■ Data records ■
------------------------------------------------------------------------

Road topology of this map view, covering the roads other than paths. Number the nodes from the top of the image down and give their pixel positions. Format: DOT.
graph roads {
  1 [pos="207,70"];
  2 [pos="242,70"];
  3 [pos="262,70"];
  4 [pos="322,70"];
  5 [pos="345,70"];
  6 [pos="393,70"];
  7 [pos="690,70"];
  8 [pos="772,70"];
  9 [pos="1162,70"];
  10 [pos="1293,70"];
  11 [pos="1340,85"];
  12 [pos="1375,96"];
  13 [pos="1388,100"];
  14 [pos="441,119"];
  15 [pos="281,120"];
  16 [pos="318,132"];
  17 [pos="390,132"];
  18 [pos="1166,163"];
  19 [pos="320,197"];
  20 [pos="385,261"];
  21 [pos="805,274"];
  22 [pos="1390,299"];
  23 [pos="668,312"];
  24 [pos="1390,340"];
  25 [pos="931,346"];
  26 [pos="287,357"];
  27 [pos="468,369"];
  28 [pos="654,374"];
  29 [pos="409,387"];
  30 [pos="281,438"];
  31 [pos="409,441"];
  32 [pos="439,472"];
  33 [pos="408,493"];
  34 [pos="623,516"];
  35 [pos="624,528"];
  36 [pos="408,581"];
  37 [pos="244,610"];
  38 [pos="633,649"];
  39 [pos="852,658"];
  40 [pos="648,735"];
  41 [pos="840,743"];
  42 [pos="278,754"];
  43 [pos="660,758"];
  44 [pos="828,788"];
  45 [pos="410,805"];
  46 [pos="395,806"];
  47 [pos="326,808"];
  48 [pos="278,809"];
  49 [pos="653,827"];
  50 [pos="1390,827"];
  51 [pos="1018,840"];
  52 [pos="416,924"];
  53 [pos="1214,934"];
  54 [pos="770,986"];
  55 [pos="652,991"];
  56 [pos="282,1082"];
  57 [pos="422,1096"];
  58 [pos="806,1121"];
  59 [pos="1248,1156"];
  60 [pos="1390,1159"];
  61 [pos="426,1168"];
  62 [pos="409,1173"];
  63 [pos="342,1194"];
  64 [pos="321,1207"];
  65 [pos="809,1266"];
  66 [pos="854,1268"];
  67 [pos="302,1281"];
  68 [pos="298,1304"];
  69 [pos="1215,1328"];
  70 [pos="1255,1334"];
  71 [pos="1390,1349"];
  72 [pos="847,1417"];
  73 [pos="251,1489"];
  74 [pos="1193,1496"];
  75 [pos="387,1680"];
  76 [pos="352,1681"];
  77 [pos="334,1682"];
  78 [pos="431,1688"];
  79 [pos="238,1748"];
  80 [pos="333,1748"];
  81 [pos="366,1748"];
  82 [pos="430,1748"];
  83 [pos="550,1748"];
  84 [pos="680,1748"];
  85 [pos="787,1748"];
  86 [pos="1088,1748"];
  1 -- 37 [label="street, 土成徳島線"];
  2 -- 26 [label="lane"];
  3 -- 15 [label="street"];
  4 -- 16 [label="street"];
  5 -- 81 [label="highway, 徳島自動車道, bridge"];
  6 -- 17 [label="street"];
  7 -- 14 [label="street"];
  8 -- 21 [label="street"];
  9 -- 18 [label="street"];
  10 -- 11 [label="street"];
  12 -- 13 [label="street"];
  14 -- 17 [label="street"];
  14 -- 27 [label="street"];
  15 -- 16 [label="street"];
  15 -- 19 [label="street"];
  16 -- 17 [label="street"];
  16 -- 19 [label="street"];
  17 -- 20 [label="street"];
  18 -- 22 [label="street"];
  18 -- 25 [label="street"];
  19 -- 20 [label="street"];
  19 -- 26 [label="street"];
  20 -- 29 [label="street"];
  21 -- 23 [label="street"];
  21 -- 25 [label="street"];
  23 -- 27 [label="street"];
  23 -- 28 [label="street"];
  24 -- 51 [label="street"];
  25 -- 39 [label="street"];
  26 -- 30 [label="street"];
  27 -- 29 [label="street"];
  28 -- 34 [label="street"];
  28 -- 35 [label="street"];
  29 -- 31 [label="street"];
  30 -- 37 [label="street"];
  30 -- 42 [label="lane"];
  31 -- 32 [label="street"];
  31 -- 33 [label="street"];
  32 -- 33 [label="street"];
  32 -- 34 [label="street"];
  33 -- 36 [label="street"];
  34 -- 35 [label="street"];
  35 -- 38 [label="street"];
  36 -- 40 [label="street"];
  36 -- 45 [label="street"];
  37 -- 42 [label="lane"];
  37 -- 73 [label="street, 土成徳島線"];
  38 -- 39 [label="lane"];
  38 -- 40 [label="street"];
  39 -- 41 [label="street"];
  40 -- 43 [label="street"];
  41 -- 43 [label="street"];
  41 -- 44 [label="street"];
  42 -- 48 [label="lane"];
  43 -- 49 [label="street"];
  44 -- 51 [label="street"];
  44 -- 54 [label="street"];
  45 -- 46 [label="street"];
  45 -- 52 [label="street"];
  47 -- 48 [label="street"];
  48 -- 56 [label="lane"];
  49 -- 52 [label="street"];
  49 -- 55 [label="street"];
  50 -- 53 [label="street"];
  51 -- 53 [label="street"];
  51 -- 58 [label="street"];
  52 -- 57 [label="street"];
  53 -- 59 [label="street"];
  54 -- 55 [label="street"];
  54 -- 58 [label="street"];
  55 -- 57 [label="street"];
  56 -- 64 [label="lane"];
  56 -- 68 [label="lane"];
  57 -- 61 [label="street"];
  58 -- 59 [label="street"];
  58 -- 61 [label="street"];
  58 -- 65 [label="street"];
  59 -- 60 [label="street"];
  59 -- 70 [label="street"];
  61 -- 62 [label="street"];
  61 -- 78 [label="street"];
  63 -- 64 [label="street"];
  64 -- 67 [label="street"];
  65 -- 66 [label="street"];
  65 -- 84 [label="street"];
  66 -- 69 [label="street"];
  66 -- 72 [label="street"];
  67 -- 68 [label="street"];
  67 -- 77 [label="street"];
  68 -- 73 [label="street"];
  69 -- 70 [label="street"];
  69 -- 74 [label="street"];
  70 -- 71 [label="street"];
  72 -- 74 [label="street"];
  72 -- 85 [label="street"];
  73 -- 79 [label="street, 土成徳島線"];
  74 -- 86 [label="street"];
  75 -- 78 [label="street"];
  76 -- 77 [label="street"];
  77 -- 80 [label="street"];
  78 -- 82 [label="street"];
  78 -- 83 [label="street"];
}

------------------------------------------------------------------------

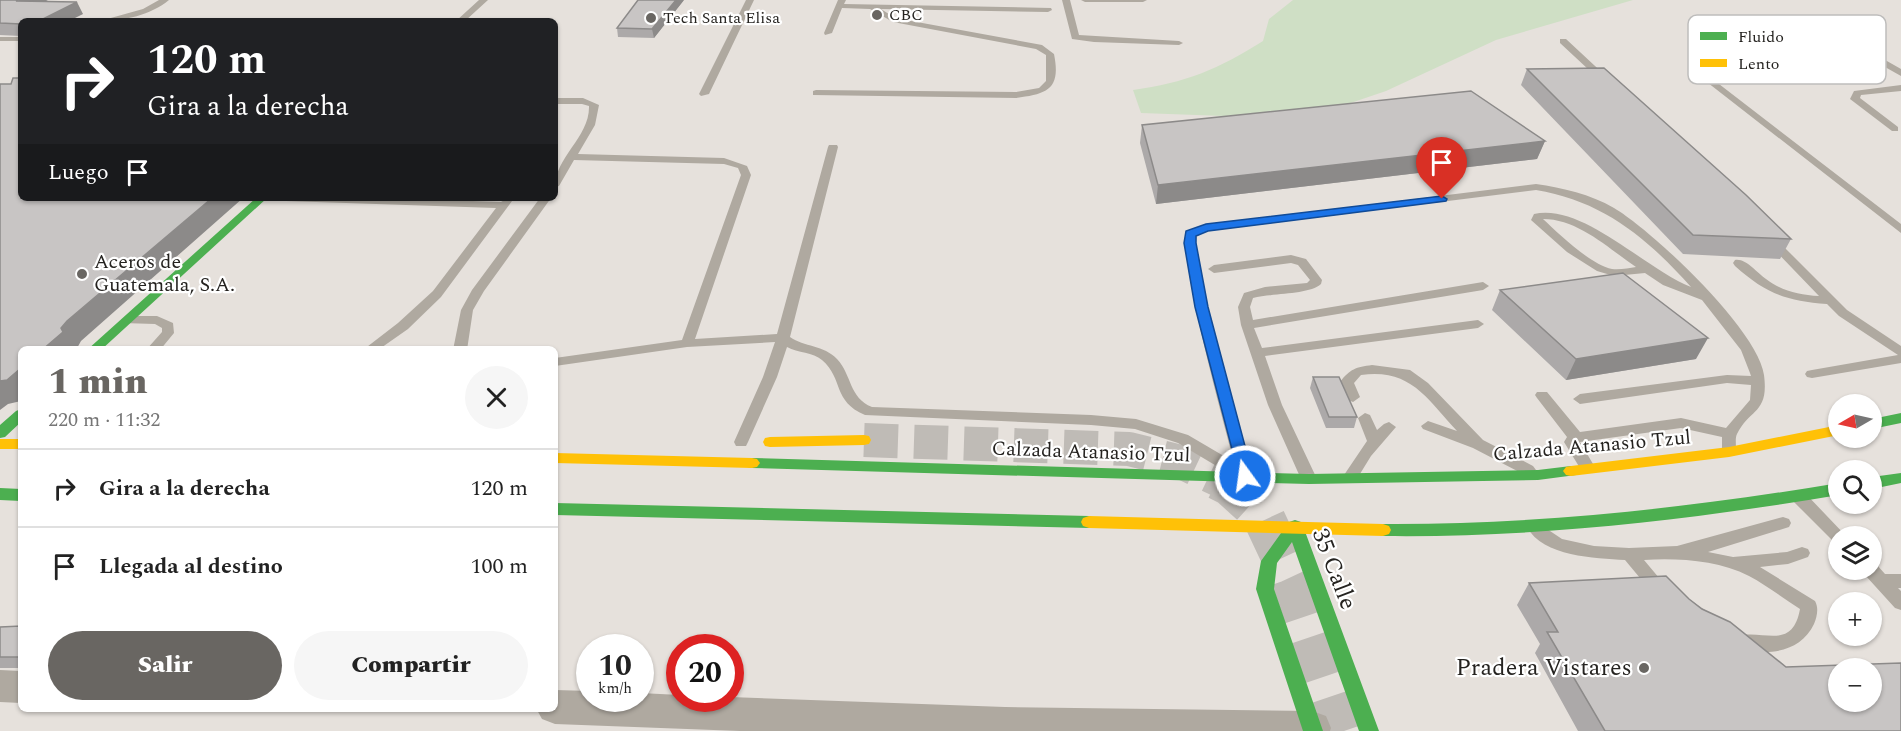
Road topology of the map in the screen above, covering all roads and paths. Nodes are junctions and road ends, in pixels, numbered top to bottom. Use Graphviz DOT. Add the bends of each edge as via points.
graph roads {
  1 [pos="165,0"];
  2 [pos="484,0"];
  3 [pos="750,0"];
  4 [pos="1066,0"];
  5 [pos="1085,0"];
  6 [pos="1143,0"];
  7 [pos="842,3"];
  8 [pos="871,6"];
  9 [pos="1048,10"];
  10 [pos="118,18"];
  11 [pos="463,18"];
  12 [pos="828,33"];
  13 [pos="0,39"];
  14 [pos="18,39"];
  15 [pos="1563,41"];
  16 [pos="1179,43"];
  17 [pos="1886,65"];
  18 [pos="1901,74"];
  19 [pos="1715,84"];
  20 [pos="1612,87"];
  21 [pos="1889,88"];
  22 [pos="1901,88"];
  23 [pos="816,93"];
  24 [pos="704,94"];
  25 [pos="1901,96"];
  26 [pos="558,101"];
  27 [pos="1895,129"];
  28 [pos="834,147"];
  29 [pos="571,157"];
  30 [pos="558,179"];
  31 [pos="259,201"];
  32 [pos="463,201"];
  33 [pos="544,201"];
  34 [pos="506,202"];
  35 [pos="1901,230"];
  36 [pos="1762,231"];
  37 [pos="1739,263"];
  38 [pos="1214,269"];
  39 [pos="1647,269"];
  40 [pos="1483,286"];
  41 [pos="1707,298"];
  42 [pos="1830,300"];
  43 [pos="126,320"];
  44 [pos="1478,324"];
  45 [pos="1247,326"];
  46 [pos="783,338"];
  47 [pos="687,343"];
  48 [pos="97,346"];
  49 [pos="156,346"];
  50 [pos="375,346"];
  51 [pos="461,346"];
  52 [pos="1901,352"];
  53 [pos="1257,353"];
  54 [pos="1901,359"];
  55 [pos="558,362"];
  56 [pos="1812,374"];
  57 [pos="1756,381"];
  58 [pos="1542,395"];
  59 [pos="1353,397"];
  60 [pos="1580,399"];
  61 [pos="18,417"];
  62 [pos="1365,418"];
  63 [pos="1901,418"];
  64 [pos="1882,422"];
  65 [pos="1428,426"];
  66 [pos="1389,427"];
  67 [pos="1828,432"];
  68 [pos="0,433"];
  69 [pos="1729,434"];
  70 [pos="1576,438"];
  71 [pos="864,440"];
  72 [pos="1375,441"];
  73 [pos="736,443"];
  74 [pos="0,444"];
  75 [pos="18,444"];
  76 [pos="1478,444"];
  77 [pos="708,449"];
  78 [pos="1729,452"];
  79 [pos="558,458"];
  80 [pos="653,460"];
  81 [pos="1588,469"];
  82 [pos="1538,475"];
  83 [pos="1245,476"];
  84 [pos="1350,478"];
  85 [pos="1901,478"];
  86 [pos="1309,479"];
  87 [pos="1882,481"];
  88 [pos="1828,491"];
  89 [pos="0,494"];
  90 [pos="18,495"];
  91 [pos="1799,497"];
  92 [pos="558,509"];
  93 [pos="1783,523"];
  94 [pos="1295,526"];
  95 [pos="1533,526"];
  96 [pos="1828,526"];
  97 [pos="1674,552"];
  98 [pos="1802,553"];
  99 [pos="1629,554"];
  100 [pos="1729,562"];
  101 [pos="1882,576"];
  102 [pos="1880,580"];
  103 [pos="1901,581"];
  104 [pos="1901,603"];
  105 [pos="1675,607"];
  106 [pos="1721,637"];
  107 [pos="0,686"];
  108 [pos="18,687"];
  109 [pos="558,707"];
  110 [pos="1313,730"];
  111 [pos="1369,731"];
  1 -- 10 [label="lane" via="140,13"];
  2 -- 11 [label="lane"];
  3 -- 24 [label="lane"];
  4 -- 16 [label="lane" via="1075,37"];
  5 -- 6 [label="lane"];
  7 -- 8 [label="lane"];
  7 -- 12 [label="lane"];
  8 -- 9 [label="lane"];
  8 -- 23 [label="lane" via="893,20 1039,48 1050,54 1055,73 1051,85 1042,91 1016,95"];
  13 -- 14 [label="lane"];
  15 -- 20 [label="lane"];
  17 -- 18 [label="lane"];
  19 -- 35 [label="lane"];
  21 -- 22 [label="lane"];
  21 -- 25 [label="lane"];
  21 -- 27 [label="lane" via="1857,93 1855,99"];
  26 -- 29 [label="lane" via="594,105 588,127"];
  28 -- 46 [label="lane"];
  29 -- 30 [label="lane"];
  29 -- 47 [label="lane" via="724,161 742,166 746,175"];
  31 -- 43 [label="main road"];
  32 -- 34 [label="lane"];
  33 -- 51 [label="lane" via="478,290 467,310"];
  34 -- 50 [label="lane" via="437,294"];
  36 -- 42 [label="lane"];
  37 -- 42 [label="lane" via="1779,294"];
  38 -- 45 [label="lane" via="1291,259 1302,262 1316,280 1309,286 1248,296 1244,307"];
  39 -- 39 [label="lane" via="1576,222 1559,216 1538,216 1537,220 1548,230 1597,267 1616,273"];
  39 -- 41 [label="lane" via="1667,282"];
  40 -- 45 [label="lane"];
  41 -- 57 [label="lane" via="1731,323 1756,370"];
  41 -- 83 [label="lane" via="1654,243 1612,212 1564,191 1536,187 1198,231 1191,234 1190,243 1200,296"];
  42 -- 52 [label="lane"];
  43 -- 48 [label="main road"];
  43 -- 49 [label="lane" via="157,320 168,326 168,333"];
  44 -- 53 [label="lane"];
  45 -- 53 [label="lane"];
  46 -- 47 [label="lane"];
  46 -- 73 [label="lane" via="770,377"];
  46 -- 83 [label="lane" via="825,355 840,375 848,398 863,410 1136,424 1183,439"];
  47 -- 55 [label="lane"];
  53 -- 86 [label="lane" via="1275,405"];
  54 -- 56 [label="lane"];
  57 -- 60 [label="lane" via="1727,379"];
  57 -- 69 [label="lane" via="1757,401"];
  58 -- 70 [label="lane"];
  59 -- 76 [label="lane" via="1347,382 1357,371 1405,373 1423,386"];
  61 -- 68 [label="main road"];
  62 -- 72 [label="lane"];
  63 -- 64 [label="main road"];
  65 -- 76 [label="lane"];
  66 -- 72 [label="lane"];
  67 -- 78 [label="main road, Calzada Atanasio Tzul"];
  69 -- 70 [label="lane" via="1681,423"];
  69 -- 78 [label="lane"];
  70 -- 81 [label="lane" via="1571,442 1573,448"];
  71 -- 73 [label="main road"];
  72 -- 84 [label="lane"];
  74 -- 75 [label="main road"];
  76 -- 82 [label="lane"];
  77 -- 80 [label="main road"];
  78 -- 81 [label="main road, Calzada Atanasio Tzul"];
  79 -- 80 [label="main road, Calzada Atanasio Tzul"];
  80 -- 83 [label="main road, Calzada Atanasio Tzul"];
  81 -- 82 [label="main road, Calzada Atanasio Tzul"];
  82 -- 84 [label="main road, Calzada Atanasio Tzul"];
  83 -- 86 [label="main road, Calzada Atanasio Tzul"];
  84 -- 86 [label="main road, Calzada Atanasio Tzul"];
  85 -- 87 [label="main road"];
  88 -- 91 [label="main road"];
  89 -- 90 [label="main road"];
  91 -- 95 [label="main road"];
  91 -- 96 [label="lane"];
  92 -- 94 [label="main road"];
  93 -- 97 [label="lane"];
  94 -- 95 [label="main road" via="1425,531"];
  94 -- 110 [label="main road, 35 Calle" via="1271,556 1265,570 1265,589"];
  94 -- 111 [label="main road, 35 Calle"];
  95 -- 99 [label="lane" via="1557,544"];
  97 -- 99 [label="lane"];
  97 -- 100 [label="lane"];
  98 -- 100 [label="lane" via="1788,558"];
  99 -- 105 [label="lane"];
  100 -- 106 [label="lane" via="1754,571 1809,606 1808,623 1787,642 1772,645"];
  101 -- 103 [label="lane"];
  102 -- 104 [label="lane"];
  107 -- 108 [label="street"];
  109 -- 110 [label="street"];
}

------------------------------------------------------------------------

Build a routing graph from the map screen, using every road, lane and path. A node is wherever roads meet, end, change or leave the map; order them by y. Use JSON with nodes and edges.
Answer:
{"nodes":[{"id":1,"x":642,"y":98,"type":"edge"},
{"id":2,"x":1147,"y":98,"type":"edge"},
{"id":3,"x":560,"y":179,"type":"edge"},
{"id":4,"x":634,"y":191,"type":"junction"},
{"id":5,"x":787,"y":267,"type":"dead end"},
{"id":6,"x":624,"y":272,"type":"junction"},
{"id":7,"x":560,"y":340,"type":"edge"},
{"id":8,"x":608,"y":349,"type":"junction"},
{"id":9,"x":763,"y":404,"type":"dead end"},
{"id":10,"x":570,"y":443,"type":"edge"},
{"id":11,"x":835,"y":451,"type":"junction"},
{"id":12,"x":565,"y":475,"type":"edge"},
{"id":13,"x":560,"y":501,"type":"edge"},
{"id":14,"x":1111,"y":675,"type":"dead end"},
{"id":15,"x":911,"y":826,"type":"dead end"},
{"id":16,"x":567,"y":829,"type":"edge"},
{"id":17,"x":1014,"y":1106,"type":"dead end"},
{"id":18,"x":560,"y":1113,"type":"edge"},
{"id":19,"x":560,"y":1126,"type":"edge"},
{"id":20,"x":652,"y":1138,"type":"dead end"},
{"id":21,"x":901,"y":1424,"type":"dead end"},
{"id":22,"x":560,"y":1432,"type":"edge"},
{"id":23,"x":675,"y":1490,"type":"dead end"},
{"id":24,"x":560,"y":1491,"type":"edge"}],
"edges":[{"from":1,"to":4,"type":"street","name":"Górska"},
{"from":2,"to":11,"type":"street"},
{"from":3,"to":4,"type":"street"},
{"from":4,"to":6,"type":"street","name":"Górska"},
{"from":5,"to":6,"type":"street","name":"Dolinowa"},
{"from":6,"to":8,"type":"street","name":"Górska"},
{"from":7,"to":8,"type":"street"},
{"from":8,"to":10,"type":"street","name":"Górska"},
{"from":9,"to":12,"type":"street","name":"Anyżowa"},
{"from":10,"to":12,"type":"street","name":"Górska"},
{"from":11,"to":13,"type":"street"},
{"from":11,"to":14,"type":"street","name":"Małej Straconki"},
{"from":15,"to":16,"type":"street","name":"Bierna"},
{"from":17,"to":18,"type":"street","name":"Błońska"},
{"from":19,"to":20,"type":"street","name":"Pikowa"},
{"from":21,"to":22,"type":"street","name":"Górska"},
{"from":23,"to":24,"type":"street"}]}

------------------------------------------------------------------------

■ Goal of the exercise ■
All lines above with the word "covering" need to be reported.

■ Solution for this task ■
Road topology of this map view, covering the roads other than paths. Number the nodes from the top of the image down and give their pixel positions. Format: DOT.
Road topology of the map in the screen above, covering all roads and paths. Nodes are junctions and road ends, in pixels, numbered top to bottom. Use Graphviz DOT. Add the bends of each edge as via points.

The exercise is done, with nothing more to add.